The insureds incurred $33 million in legal costs defending suits resulting from a financial restatement and sought coverage from their primary and first, second, third and fourth layer excess directors and officers insurance carriers, each of which issued a policy with a $10 million limit of liability. The primary and first and second layer excess insurers settled with the insureds for a total of $19.5 million, with the first and second layer excess insurers paying $8 million and $1.5 million, respectively. The third and fourth layer excess insurers refused to contribute anything towards the insureds' legal costs, contending that they are liable for coverage only after the first and second layer excess insurers have made payment of covered claims equal to their policy limits. The insureds contended that the third and fourth layer excess policies cover claims above $30 million, regardless of who makes payments below $30 million.

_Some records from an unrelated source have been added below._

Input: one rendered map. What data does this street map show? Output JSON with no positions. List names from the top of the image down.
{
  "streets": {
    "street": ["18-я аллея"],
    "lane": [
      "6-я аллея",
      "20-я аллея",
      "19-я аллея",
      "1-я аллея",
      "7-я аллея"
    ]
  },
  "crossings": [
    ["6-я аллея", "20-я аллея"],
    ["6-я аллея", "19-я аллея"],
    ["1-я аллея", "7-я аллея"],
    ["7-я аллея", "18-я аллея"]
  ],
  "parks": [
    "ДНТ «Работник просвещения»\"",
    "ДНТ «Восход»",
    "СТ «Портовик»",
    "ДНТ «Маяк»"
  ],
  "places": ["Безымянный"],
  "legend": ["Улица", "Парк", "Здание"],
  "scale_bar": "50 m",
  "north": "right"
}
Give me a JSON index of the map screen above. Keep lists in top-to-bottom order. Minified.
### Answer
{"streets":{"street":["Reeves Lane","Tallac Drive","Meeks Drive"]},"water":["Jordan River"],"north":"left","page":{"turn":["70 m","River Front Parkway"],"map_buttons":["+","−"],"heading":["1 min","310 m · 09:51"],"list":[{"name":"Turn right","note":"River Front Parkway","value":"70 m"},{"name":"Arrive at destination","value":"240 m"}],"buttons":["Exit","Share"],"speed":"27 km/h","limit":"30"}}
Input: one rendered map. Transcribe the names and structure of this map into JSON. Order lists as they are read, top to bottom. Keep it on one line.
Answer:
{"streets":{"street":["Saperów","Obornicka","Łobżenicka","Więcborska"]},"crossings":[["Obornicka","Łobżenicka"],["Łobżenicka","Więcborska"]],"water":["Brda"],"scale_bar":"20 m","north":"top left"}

The court agreed with the third and fourth layer excess insurers. The court noted that, where an excess policy's exhaustion provision is ambiguous, an insured's settlement with an underlying insurer may exhaust the underlying policy. Where, however, the relevant language clearly requires exhaustion, it must be enforced as written. The third layer excess policy defined exhaustion as actual payment of "the full amount of the Underlying Limit" by the "insurers of the Underlying Policies." The court found this language to be unambiguous. It also determined that the exhaustion requirement in the fourth layer excess policy was clear because the policy defined the method of exhaustion as "actual payment of loss or losses thereunder" by "all Underlying Insurance" and described that payment as "the total underlying limit of insurance." Accordingly, the court held that the primary and first and second layer excess insurers themselves must make actual payment of $10 million each for covered claims prior to the insureds accessing coverage under the third layer excess policy. Similarly, the primary and first, second and third layer excess insurers themselves must make payment of $10 million each for covered claims prior to the insureds accessing coverage under the fourth-layer excess policy.